1. Intrinsic immaturity of neonatal DCs. Basal expression of costimulatory molecules is decreased in neonatal APCs. In addition, alterations in the TLR complex, affecting principally TLR4 and TLR9, have been described in neonatal APCs. This could lead to defects in up-regulation of costimulatory molecule expression, as well as cytokine secretion (IL-12, IFN-α) following stimulation with bacterial and/or viral products.
2. Defective interaction between neonatal APCs and T cells. Defects in activation levels of neonatal T cells could lead to alterations in APC functions, since T cell-mediated signals play a major role in APC maturation/activation. Among the described T cell defects are alterations in IFN-γ and IL-2 secretion in response to TCR-dependent stimulation, decreased expression of CD40L at basal condition and after stimulation, and decreased expression of the TCR complex.
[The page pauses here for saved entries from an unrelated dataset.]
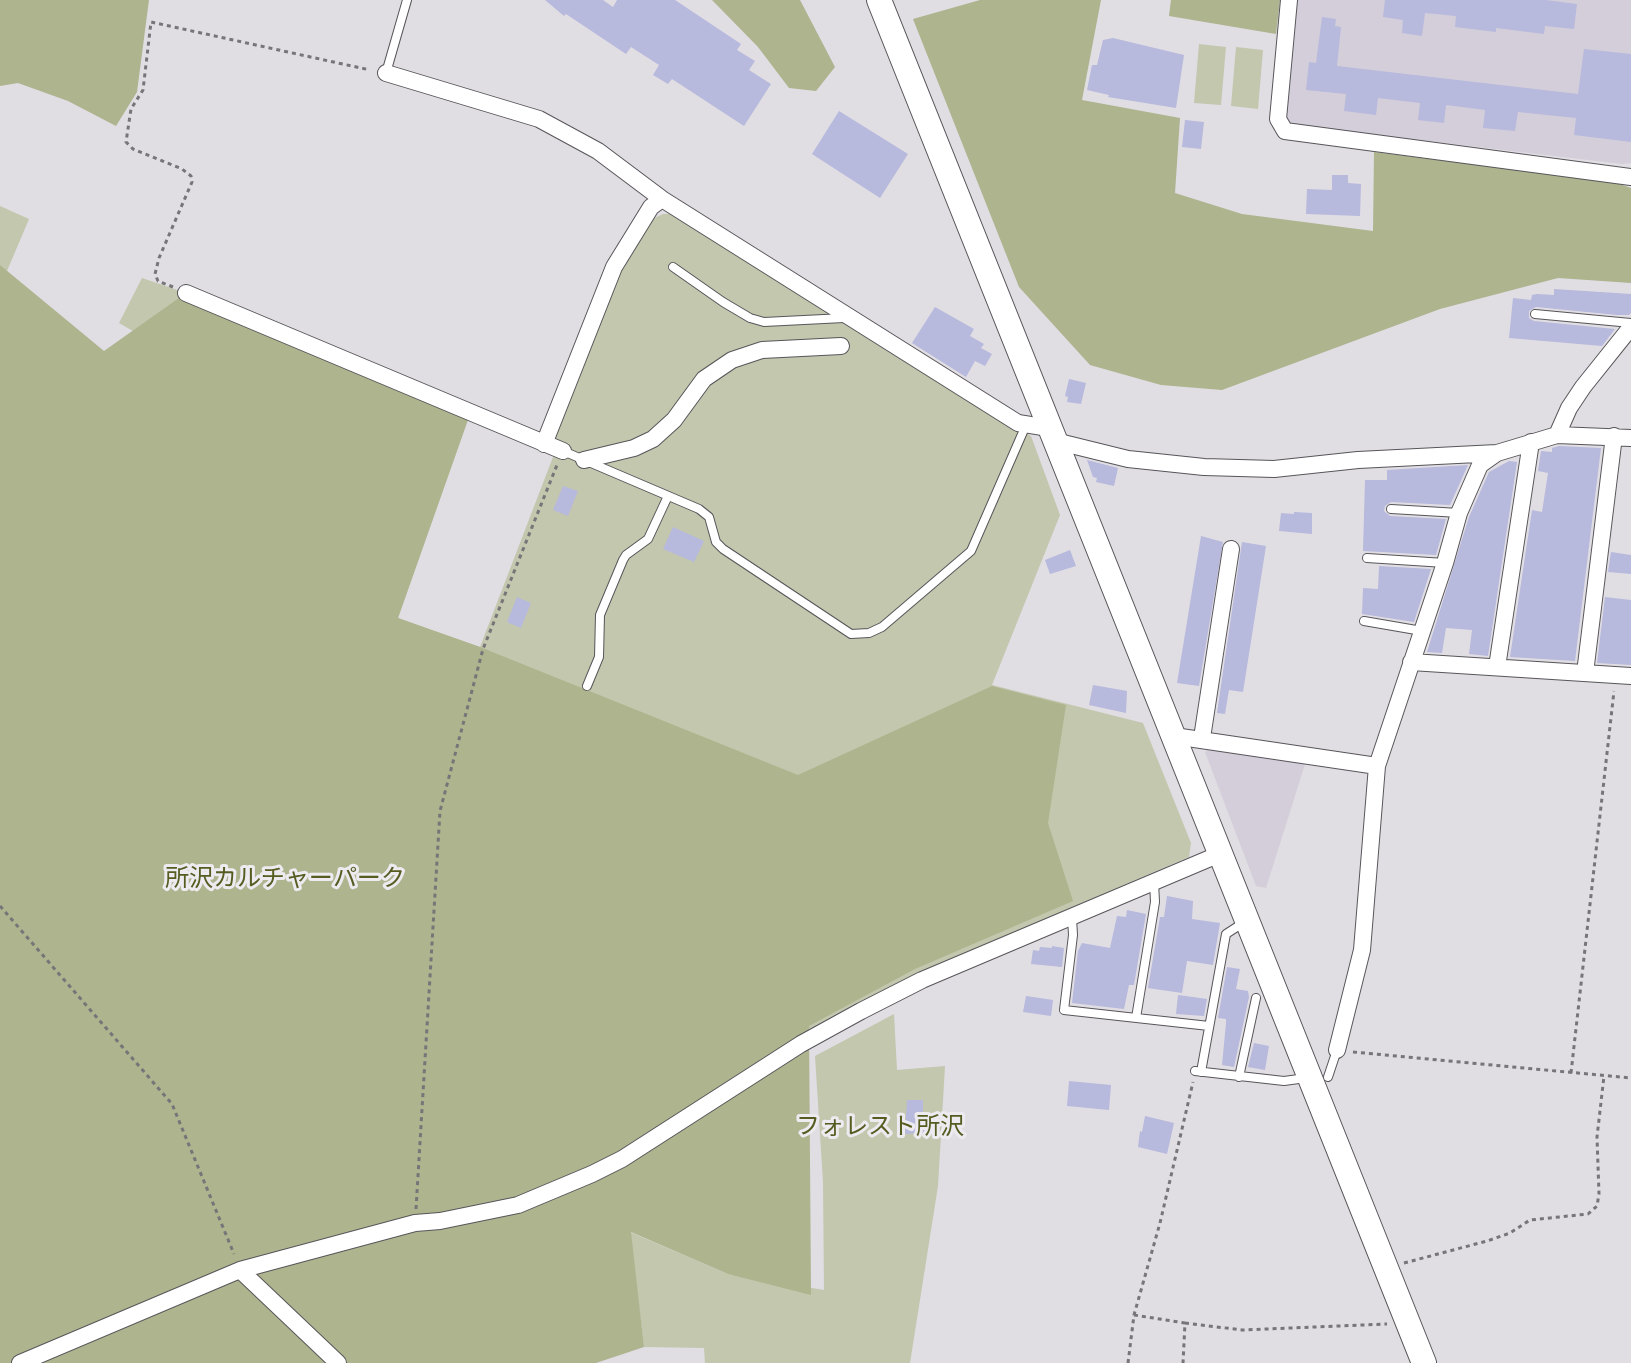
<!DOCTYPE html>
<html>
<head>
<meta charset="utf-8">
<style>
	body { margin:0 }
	canvas { display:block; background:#e0dde3 }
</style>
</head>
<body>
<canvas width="1631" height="1363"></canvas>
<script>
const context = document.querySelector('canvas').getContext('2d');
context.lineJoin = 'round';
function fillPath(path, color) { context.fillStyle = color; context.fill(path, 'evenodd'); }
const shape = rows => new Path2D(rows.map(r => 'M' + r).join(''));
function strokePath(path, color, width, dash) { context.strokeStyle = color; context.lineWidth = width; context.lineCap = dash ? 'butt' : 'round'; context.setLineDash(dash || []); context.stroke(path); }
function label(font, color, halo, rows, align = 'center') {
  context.font = font + ' Jost,"Noto Sans JP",sans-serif'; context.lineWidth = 6; context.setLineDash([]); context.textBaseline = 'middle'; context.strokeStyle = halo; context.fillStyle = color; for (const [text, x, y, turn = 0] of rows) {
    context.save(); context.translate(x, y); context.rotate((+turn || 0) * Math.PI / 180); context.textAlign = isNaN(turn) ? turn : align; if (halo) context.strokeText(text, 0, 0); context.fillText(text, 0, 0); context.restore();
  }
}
fillPath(shape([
	[1297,0,1631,0,1631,163,1622,164,1292,125,1283,117],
	[1211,746,1306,761,1266,888,1256,886,1205,752]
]), '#d4ceda');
fillPath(shape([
	[1199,44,1226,47,1221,105,1194,103],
	[1236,47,1263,50,1258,109,1231,106],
	[0,206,29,219,7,271,0,270],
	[663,214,673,214,1031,436,1060,515,992,685,1143,723,1191,843,1189,857,926,970,717,1083,0,1363,0,403,159,346,119,323,142,278,186,293,470,414,398,618,480,647,553,457,550,440,622,265,652,219],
	[894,1014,897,1070,945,1066,938,1186,910,1363,705,1363,704,1348,644,1347,630,1232,728,1274,824,1290,823,1182,815,1056]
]), '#c3c7ae');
fillPath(shape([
	[0,0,149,0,137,92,116,126,68,101,18,83,0,86],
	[712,0,800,0,835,67,816,91,789,88,758,47],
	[980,0,1101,0,1082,100,1180,118,1175,193,1242,214,1373,231,1374,152,1614,182,1631,188,1631,283,1558,278,1440,309,1222,390,1161,385,1090,365,1019,287,913,19],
	[1171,0,1280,0,1276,34,1169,16],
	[0,265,104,351,186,293,470,414,398,618,480,647,798,775,992,686,1066,705,1048,823,1073,901,915,969,809,1026,811,1295,728,1274,631,1232,644,1347,596,1363,0,1363]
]), '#aeb48e');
fillPath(shape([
	[545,0,603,0,613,7,617,0,675,0,741,44,737,50,755,61,749,70,771,84,744,126,672,79,668,84,653,75,659,65,631,47,626,54,566,14,564,16],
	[1385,0,1546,0,1577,4,1574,29,1545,26,1544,34,1496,28,1496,32,1455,27,1456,16,1425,13,1422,36,1402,33,1403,20,1383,17],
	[1322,17,1336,19,1335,26,1341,27,1337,66,1578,94,1584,49,1631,54,1631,142,1574,135,1576,118,1518,112,1515,131,1483,128,1485,110,1446,105,1444,123,1418,120,1420,103,1378,98,1376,115,1344,111,1346,94,1306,90,1309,62,1316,63],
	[1113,38,1184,55,1176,108,1108,97,1109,95,1087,90,1092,65,1097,65,1103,40],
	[839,111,908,154,880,198,812,154],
	[1185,120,1204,122,1201,149,1182,147],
	[1332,175,1348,175,1348,183,1361,184,1360,216,1306,214,1307,189,1332,190],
	[1554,289,1631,294,1631,313,1629,315,1617,315,1536,307,1529,311,1529,318,1534,321,1615,329,1602,346,1509,338,1513,298,1531,300,1532,295,1537,294,1554,295],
	[935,307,974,329,970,336,984,344,981,348,992,354,985,366,975,361,966,377,912,343],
	[1069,379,1086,383,1081,404,1067,402,1068,397,1065,396],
	[1559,446,1601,448,1575,661,1510,657,1532,510,1542,512,1548,473,1538,471,1541,451,1552,452,1552,448],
	[1087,460,1118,468,1114,486,1096,482,1097,478,1093,477],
	[1509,461,1517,462,1488,656,1469,654,1472,630,1446,628,1442,653,1427,652,1469,517,1489,472],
	[1468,465,1450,505,1391,502,1385,506,1384,511,1390,516,1446,519,1436,555,1363,551,1365,480,1387,480,1387,470],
	[563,486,578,491,568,516,553,510],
	[1294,512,1312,513,1312,534,1279,531,1281,513,1294,514],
	[673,527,704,541,694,562,663,549],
	[1201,536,1223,542,1199,686,1177,683],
	[1242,542,1266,546,1243,692,1229,690,1225,714,1217,713],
	[1070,550,1076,566,1050,574,1045,560],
	[1611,552,1631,555,1631,574,1608,572],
	[1379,566,1431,569,1414,622,1362,614,1363,588,1378,589],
	[517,597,531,603,521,628,507,622],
	[1605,597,1631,600,1631,665,1597,663],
	[1093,685,1127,691,1126,713,1089,705],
	[1167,896,1193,901,1192,919,1220,923,1213,965,1187,961,1182,993,1148,988,1160,917,1164,917],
	[1127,910,1146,914,1134,985,1129,985,1124,1009,1072,1003,1078,951,1082,943,1110,948,1117,916,1126,917],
	[1052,946,1064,948,1062,967,1031,964,1033,950,1039,951,1040,947,1052,948],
	[1227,967,1240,969,1236,989,1248,991,1249,997,1234,1067,1222,1065,1226,1023,1226,1019,1218,1018],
	[1178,995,1207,999,1204,1016,1176,1014],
	[1026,996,1053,1000,1051,1016,1023,1012],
	[1254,1043,1269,1046,1265,1070,1248,1067],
	[1069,1081,1111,1085,1109,1110,1067,1106],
	[907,1100,923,1100,923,1116,932,1116,932,1132,905,1134],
	[1145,1116,1174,1123,1167,1154,1138,1147,1140,1131,1142,1132]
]), '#b7b9dd');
const lane = shape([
	[386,73,407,0],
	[673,267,723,302,750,318,764,322,844,318],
	[1535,314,1631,323],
	[563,451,699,509,709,517,716,542,723,549,851,634,869,633,882,627,971,551,1026,425],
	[1391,509,1459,513],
	[1367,558,1445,563],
	[1364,621,1422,631],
	[587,686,599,657,600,615,623,560,626,555,648,539,668,496],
	[1072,918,1073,935,1064,1010,1209,1026],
	[1136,1018,1155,902,1154,882],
	[1195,1071,1284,1081,1306,1078],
	[1201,1072,1226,934,1243,923],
	[1239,1077,1256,998],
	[1328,1077,1337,1050]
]);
const street = shape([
	[1289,0,1278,119,1285,131,1631,177],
	[386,73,539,119,598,151,662,199,1018,423,1049,428],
	[186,293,563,451],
	[1557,435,1569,408,1583,387,1631,327],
	[1055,441,1128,459,1204,467,1274,469,1358,460,1497,453,1557,435,1631,438],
	[544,444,614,267,651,207,662,199],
	[584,460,634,448,653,439,674,420,704,379,732,360,762,350,841,346],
	[1411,662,1631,676],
	[1497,667,1531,442],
	[1585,673,1614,436],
	[1174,736,1377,766],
	[1202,738,1231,549],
	[1337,1050,1362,950,1377,766,1445,563,1459,513,1480,465,1497,453],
	[240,1270,338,1363],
	[20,1363,240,1270,415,1223,440,1221,518,1205,592,1174,622,1159,801,1044,861,1011,922,980,1220,854]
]);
const secondary = shape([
	[879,0,1424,1363]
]);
strokePath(lane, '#58555a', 10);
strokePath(street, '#58555a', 18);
strokePath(secondary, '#58555a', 26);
strokePath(shape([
	[173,287,158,281,155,274,159,258,192,182,191,176,182,169,133,149,126,142,131,109,143,90,151,22,370,70],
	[0,906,172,1104,234,1254],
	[1353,1052,1631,1078],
	[1571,1073,1614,691],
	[416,1209,440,811,483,649,557,465],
	[1404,1263,1487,1241,1510,1233,1530,1220,1588,1214,1597,1206,1599,1194,1597,1137,1604,1076],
	[1134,1315,1185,1323,1183,1363],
	[1185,1323,1242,1330,1387,1324],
	[1128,1363,1134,1315,1160,1223,1193,1082]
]), '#777578', 3, [4, 4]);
strokePath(lane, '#fff', 8);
strokePath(street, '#fff', 16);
strokePath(secondary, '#fff', 24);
label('24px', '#565c20', '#edeaf0', [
	["所沢カルチャーパーク",285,880],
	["フォレスト所沢",880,1128]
]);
</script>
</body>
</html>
3. Inhibition by nTreg of both neonatal APCs and T cells. Neonatal nTreg can down-modulate the function of both APCs and T cells through direct and indirect mechanisms. Among these mechanisms are interaction between the CTLA-4 molecule expressed by Treg and the CD80/CD86 molecules expressed by APCs, leading to increased IDO expression; secretion of immunosuppressive cytokines, IL-10 and TGF-β, and expression of membrane-associated TGF-β; consumption of IL-2 by the high-affinity IL-2R expressed by nTreg; and finally, FOXP3-mediated mechanisms that have not yet been identified.